■ **EXERCISE OBJECTIVE**:
How many lines in the data hold the string "nodes"? State the number alone.

(Records contained in a dataset)
<<<<

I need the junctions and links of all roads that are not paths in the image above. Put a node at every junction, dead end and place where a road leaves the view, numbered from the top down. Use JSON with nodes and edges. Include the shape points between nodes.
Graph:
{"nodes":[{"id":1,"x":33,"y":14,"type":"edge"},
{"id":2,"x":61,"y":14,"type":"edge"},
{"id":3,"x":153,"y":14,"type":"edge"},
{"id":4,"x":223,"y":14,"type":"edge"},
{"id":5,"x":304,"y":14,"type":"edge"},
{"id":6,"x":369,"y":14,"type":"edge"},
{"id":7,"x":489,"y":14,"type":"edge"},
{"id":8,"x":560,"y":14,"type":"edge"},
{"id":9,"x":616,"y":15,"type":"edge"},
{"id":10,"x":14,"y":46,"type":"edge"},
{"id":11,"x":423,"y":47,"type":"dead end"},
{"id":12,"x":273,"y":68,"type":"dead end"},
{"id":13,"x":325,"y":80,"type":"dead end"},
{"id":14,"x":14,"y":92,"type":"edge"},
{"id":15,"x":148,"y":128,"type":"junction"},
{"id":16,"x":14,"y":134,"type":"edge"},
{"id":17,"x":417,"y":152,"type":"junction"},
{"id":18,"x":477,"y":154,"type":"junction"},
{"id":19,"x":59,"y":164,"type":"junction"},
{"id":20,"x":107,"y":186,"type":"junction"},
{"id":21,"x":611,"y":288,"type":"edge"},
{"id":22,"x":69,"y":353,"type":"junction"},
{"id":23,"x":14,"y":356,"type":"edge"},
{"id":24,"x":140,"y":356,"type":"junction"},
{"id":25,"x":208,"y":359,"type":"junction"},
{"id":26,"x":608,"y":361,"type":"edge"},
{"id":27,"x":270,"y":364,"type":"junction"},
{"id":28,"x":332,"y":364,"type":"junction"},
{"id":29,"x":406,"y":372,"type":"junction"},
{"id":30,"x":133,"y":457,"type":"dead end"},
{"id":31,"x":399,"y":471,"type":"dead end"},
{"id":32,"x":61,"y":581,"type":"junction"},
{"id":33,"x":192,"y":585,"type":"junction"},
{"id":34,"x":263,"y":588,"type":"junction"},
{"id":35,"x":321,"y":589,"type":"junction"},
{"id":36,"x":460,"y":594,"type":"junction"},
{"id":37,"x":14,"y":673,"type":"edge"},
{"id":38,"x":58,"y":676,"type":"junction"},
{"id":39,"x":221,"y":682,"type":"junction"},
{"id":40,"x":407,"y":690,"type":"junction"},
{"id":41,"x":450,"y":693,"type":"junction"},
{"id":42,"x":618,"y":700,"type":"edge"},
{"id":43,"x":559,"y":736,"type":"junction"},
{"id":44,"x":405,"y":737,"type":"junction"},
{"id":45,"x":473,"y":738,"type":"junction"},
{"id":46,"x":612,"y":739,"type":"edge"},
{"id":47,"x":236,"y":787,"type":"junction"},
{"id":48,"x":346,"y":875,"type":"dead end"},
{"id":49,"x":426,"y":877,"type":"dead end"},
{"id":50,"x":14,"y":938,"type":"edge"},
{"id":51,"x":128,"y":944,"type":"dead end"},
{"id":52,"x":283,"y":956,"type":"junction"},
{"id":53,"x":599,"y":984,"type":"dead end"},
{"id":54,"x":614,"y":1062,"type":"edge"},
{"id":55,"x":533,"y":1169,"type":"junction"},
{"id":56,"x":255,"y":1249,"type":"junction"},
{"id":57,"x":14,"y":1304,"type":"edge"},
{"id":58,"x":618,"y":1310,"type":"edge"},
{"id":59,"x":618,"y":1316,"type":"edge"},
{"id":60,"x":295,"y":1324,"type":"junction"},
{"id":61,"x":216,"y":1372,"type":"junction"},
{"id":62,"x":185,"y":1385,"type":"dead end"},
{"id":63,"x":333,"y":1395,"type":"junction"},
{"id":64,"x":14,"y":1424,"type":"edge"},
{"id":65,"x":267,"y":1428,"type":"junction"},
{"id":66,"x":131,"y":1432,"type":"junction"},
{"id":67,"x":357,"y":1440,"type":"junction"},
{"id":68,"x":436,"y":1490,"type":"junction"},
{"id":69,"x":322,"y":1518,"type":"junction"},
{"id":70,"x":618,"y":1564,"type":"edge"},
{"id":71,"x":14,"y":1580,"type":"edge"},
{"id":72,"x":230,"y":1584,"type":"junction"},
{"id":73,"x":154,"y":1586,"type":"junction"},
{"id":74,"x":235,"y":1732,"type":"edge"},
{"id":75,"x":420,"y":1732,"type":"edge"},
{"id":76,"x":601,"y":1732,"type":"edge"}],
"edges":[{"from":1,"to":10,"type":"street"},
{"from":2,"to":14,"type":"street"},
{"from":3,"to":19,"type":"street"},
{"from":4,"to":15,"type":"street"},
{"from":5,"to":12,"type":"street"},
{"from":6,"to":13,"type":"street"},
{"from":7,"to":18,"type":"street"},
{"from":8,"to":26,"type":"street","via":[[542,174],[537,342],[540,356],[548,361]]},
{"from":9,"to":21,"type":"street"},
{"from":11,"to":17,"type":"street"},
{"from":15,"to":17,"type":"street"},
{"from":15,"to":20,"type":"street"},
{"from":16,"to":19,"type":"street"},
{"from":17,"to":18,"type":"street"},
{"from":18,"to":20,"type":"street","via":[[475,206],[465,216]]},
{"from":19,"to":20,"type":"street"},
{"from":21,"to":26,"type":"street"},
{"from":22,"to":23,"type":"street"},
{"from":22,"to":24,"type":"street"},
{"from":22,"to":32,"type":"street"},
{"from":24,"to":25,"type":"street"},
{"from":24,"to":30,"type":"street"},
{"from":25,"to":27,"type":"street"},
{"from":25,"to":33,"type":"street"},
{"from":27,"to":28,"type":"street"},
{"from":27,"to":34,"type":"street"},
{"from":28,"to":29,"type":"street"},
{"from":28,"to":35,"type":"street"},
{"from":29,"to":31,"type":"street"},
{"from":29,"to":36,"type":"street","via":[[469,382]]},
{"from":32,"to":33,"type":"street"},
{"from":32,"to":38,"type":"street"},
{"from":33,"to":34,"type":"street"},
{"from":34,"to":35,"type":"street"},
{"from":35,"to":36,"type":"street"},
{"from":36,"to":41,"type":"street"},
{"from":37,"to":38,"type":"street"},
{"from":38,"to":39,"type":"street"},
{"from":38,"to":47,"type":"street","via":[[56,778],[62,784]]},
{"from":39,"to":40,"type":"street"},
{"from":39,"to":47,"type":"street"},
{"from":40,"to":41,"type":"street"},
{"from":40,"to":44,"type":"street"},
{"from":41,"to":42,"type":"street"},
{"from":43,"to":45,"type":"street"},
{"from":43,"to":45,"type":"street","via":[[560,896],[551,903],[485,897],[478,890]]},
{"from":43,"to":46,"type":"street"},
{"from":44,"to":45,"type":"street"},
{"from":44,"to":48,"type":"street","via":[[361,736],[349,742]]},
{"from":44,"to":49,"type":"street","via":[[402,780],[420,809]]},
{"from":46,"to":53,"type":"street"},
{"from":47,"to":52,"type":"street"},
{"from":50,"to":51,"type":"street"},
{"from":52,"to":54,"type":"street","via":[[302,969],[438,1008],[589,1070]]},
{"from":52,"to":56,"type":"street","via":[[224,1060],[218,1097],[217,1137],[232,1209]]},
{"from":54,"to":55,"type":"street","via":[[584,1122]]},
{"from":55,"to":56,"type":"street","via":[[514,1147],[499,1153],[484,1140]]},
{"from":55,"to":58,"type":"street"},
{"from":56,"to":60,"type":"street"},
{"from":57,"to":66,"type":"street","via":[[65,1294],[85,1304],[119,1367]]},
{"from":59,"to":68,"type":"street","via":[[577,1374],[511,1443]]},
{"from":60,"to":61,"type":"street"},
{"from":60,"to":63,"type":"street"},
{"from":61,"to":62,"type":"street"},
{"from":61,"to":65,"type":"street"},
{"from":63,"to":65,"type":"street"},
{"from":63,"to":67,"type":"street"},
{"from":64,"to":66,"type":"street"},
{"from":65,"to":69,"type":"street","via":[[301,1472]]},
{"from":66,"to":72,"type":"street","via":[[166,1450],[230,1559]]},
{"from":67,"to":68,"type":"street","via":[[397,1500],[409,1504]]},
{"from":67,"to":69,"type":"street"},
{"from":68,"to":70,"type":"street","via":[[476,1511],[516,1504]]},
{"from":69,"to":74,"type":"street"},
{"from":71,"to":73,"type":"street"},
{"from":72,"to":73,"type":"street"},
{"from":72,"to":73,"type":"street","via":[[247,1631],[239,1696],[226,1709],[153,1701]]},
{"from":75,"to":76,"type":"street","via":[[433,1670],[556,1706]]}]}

>>>>

■ **THE ANSWER**:
2